__TASK REQUIREMENTS__
Retype the material below, keeping each line identical.

__DATA LISTING__
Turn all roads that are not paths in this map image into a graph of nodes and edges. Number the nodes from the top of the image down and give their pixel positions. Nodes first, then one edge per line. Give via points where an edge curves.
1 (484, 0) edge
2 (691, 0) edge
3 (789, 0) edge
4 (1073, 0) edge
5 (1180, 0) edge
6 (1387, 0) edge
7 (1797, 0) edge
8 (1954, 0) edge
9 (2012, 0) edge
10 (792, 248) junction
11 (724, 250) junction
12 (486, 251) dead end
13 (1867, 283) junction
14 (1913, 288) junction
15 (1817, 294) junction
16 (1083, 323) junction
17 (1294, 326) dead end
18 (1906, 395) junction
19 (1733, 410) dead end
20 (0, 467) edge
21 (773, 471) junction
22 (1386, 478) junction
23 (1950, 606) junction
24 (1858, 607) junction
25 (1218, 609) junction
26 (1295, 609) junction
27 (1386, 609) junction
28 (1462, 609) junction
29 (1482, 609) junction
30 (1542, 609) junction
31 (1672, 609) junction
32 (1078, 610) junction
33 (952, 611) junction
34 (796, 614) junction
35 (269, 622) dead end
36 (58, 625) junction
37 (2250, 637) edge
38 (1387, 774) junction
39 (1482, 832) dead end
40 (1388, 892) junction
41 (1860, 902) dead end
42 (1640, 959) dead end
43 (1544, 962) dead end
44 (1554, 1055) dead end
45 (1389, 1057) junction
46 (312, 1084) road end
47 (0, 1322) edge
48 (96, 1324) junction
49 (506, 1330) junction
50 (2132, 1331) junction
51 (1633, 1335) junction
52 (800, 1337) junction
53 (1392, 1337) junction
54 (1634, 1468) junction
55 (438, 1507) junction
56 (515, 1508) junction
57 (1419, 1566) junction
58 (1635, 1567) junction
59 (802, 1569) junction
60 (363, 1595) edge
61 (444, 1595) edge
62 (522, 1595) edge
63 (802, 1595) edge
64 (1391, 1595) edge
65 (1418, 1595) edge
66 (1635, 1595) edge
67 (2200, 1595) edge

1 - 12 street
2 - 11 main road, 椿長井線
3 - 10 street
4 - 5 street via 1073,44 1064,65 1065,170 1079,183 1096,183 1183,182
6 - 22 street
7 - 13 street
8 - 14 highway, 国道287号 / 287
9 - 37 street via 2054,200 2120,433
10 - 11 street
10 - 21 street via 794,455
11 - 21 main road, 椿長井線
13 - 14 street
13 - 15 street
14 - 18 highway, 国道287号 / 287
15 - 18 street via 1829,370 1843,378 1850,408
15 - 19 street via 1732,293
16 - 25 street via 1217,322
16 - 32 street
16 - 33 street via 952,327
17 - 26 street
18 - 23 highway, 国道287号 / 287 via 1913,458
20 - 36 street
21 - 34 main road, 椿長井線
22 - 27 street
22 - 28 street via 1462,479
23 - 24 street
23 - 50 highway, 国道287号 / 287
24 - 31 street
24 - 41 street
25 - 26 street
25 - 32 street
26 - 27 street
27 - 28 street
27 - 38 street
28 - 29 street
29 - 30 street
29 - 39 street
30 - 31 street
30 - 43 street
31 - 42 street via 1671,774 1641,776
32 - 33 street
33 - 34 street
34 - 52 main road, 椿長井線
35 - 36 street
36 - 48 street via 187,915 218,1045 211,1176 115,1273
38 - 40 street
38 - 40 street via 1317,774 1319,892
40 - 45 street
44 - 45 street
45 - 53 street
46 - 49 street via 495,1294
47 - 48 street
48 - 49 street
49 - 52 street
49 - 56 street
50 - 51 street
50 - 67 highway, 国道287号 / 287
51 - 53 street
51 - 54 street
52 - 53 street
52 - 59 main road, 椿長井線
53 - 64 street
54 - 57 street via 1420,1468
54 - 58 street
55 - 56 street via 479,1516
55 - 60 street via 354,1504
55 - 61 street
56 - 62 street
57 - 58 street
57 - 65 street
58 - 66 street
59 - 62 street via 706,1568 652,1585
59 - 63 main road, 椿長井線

__RESULT__
Turn all roads that are not paths in this map image into a graph of nodes and edges. Number the nodes from the top of the image down and give their pixel positions. Nodes first, then one edge per line. Give via points where an edge curves.
1 (484, 0) edge
2 (691, 0) edge
3 (789, 0) edge
4 (1073, 0) edge
5 (1180, 0) edge
6 (1387, 0) edge
7 (1797, 0) edge
8 (1954, 0) edge
9 (2012, 0) edge
10 (792, 248) junction
11 (724, 250) junction
12 (486, 251) dead end
13 (1867, 283) junction
14 (1913, 288) junction
15 (1817, 294) junction
16 (1083, 323) junction
17 (1294, 326) dead end
18 (1906, 395) junction
19 (1733, 410) dead end
20 (0, 467) edge
21 (773, 471) junction
22 (1386, 478) junction
23 (1950, 606) junction
24 (1858, 607) junction
25 (1218, 609) junction
26 (1295, 609) junction
27 (1386, 609) junction
28 (1462, 609) junction
29 (1482, 609) junction
30 (1542, 609) junction
31 (1672, 609) junction
32 (1078, 610) junction
33 (952, 611) junction
34 (796, 614) junction
35 (269, 622) dead end
36 (58, 625) junction
37 (2250, 637) edge
38 (1387, 774) junction
39 (1482, 832) dead end
40 (1388, 892) junction
41 (1860, 902) dead end
42 (1640, 959) dead end
43 (1544, 962) dead end
44 (1554, 1055) dead end
45 (1389, 1057) junction
46 (312, 1084) road end
47 (0, 1322) edge
48 (96, 1324) junction
49 (506, 1330) junction
50 (2132, 1331) junction
51 (1633, 1335) junction
52 (800, 1337) junction
53 (1392, 1337) junction
54 (1634, 1468) junction
55 (438, 1507) junction
56 (515, 1508) junction
57 (1419, 1566) junction
58 (1635, 1567) junction
59 (802, 1569) junction
60 (363, 1595) edge
61 (444, 1595) edge
62 (522, 1595) edge
63 (802, 1595) edge
64 (1391, 1595) edge
65 (1418, 1595) edge
66 (1635, 1595) edge
67 (2200, 1595) edge

1 - 12 street
2 - 11 main road, 椿長井線
3 - 10 street
4 - 5 street via 1073,44 1064,65 1065,170 1079,183 1096,183 1183,182
6 - 22 street
7 - 13 street
8 - 14 highway, 国道287号 / 287
9 - 37 street via 2054,200 2120,433
10 - 11 street
10 - 21 street via 794,455
11 - 21 main road, 椿長井線
13 - 14 street
13 - 15 street
14 - 18 highway, 国道287号 / 287
15 - 18 street via 1829,370 1843,378 1850,408
15 - 19 street via 1732,293
16 - 25 street via 1217,322
16 - 32 street
16 - 33 street via 952,327
17 - 26 street
18 - 23 highway, 国道287号 / 287 via 1913,458
20 - 36 street
21 - 34 main road, 椿長井線
22 - 27 street
22 - 28 street via 1462,479
23 - 24 street
23 - 50 highway, 国道287号 / 287
24 - 31 street
24 - 41 street
25 - 26 street
25 - 32 street
26 - 27 street
27 - 28 street
27 - 38 street
28 - 29 street
29 - 30 street
29 - 39 street
30 - 31 street
30 - 43 street
31 - 42 street via 1671,774 1641,776
32 - 33 street
33 - 34 street
34 - 52 main road, 椿長井線
35 - 36 street
36 - 48 street via 187,915 218,1045 211,1176 115,1273
38 - 40 street
38 - 40 street via 1317,774 1319,892
40 - 45 street
44 - 45 street
45 - 53 street
46 - 49 street via 495,1294
47 - 48 street
48 - 49 street
49 - 52 street
49 - 56 street
50 - 51 street
50 - 67 highway, 国道287号 / 287
51 - 53 street
51 - 54 street
52 - 53 street
52 - 59 main road, 椿長井線
53 - 64 street
54 - 57 street via 1420,1468
54 - 58 street
55 - 56 street via 479,1516
55 - 60 street via 354,1504
55 - 61 street
56 - 62 street
57 - 58 street
57 - 65 street
58 - 66 street
59 - 62 street via 706,1568 652,1585
59 - 63 main road, 椿長井線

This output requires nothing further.